Use t.test() to conduct a one-sample t test comparing sensitivity to 0. Use values for the arguments: x, alternative, mu, and conf.level, to match the results from Lloyd et al.

Assign a name to the resulting R object.

dprime_ost <- t.test(x = dta$dprime_tot,
  alternative = "two.sided",
  mu = 0,
  conf.level = 0.95
)

Output of the t Test

dprime_ost
## 
##  One Sample t-test
## 
## data:  dta$dprime_tot
## t = 3.0542, df = 401, p-value = 0.002407
## alternative hypothesis: true mean is not equal to 0
## 95 percent confidence interval:
##  0.05310512 0.24495458
## sample estimates:
## mean of x 
## 0.1490299

From Lloyd et al.: t(401) = 3.053, p = .002, 95% CI [.05, .25] d = .30.

Assumptions

Review: Assumptions

  • What is meant by assumptions of a test?
  • Who/what is doing the assuming?
  • What happens if the assumptions are violated?

Assumptions of One Sample t

  1. Normally distributed population.
  2. Independence of observations → design issue.

Normally Distributed Population

Scores on the outcome variable are normally distributed in the population from which our sample was drawn.

Can we know answer this question conclusively?

We do have approaches that help us decide whether the assumption is tenable.

Shapiro–Wilk Test

Null hypothesis significance test against the null sample scores are drawn from a normally distributed population.

  • Significant result → significant deviation from normality.

Shapiro–Wilk Test in R

shapiro.test(dta$dprime_tot)
## 
##  Shapiro-Wilk normality test
## 
## data:  dta$dprime_tot
## W = 0.99014, p-value = 0.008507

How do we interpret this?

Problems with Shapiro–Wilk Test

  • Can only reject the null.
  • p ≥ .05 does not mean the assumption was not violated.
  • In large samples, practically meaningless departures from normality may be statistically significant.

Visual Inspection

I.e., does the sample look normal?

  • Histogram.
  • Q–Q Plot

tRy it!
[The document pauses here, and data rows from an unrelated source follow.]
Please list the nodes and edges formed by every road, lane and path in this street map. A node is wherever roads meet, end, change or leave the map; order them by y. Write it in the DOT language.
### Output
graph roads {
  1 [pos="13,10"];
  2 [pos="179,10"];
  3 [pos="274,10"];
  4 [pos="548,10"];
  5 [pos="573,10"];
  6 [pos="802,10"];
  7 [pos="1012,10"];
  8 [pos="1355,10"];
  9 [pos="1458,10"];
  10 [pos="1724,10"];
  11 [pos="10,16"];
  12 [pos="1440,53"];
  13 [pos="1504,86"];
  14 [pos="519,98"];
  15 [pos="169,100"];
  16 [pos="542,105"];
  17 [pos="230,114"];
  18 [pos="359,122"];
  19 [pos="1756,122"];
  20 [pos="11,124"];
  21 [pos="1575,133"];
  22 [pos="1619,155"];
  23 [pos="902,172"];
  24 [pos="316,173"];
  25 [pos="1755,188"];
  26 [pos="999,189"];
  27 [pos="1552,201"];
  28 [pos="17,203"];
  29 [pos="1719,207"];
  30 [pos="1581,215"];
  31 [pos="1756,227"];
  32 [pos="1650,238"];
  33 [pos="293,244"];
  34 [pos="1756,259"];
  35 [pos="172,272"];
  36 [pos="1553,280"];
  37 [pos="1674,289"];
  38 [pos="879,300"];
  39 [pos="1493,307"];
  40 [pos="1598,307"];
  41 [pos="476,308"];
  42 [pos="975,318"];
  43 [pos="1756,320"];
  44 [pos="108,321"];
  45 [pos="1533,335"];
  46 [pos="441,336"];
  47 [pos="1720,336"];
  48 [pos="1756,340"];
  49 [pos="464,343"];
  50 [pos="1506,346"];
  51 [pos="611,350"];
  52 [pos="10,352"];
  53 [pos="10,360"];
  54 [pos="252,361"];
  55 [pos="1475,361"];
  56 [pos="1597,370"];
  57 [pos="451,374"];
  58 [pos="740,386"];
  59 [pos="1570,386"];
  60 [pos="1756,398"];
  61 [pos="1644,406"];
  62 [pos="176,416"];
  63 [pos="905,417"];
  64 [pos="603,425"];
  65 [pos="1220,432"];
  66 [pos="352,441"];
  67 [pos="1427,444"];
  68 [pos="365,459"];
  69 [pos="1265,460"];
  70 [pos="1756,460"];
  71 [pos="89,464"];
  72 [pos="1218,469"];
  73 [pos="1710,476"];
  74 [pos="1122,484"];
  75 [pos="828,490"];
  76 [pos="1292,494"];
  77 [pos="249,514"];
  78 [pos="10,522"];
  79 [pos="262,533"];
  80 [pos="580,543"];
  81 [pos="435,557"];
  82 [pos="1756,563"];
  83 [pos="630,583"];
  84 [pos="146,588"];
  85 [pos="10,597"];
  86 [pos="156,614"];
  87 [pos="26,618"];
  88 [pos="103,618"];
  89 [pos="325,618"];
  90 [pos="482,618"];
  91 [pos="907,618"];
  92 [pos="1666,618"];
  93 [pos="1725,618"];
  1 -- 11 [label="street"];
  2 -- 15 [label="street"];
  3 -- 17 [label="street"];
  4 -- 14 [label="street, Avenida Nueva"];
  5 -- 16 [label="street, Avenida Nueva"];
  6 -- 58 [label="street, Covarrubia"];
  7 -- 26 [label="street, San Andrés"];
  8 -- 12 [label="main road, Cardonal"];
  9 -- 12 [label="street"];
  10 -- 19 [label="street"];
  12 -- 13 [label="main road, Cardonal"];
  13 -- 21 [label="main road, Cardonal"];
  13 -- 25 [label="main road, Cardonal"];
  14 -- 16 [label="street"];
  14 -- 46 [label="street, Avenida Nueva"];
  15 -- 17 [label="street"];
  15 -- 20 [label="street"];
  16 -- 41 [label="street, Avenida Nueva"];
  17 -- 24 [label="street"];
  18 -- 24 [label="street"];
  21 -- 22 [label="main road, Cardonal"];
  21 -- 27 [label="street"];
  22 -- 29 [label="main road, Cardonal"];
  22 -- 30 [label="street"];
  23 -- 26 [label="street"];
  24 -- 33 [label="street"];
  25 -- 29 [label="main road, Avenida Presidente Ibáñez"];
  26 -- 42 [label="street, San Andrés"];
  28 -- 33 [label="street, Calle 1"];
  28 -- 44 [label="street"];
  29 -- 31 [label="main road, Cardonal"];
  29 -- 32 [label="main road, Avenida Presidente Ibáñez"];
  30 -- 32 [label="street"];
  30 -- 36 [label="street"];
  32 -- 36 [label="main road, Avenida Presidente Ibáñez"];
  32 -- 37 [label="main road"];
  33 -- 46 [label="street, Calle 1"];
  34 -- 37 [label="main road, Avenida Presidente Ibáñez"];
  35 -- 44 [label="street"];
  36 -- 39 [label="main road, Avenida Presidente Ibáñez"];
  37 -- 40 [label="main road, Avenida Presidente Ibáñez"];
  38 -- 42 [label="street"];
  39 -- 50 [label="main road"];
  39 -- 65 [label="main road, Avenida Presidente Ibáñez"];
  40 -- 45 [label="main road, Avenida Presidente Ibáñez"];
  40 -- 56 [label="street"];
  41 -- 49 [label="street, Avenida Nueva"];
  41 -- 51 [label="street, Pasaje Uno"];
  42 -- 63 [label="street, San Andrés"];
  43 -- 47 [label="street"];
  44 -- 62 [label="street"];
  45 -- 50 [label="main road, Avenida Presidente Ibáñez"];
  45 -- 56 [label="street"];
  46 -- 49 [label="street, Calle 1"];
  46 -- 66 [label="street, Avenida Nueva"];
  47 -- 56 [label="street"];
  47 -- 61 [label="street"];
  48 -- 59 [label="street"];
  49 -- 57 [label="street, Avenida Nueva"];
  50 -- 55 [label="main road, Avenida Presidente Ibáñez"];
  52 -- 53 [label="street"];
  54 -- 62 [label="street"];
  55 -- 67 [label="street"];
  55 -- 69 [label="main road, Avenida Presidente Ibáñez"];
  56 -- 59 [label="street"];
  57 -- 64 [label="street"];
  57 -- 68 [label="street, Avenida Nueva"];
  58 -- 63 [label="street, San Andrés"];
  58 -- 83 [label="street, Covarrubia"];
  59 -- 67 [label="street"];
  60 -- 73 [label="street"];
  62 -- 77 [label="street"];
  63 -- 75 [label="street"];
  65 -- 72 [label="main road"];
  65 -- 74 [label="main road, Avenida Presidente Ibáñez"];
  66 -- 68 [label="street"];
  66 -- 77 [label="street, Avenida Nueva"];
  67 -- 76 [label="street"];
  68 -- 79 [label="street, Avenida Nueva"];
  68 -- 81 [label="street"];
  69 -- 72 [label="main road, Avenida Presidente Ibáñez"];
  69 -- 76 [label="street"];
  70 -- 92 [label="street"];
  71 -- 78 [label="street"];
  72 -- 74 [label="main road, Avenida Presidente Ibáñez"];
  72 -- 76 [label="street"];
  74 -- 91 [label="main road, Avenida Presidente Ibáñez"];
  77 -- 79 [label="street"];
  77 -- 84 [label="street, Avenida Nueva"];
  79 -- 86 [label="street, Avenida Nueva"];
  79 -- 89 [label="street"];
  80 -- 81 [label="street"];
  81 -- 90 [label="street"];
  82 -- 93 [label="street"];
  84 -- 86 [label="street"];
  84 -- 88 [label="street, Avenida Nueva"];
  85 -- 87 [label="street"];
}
Histogram

Create a Histogram of dprime_tot

# Base R
hist(dta$dprime_tot)

# ggplot
ggplot(dta, aes(dprime_tot)) +
  geom_histogram(binwidth = 0.3)

Histogram

Q–Q Plot

Plots theoretical quantiles on the x and sample quantiles on the y.

If theory matches sample, points will fall on the line y = x (or y = x + c, where c is a constant).

Q–Q Plot in R

Use qqnorm().

# Create the plot
qqnorm(dta$dprime_tot)

# Add the line
# (this is where we expect points to fall if our theory is correct)
qqline(dta$dprime_tot)

Q–Q Plot

Data Vis for One Sample t

Histogram

Histogram with Distributions

Histogram with Distributions (Code)

Not going over this but here is the code if you’re interested.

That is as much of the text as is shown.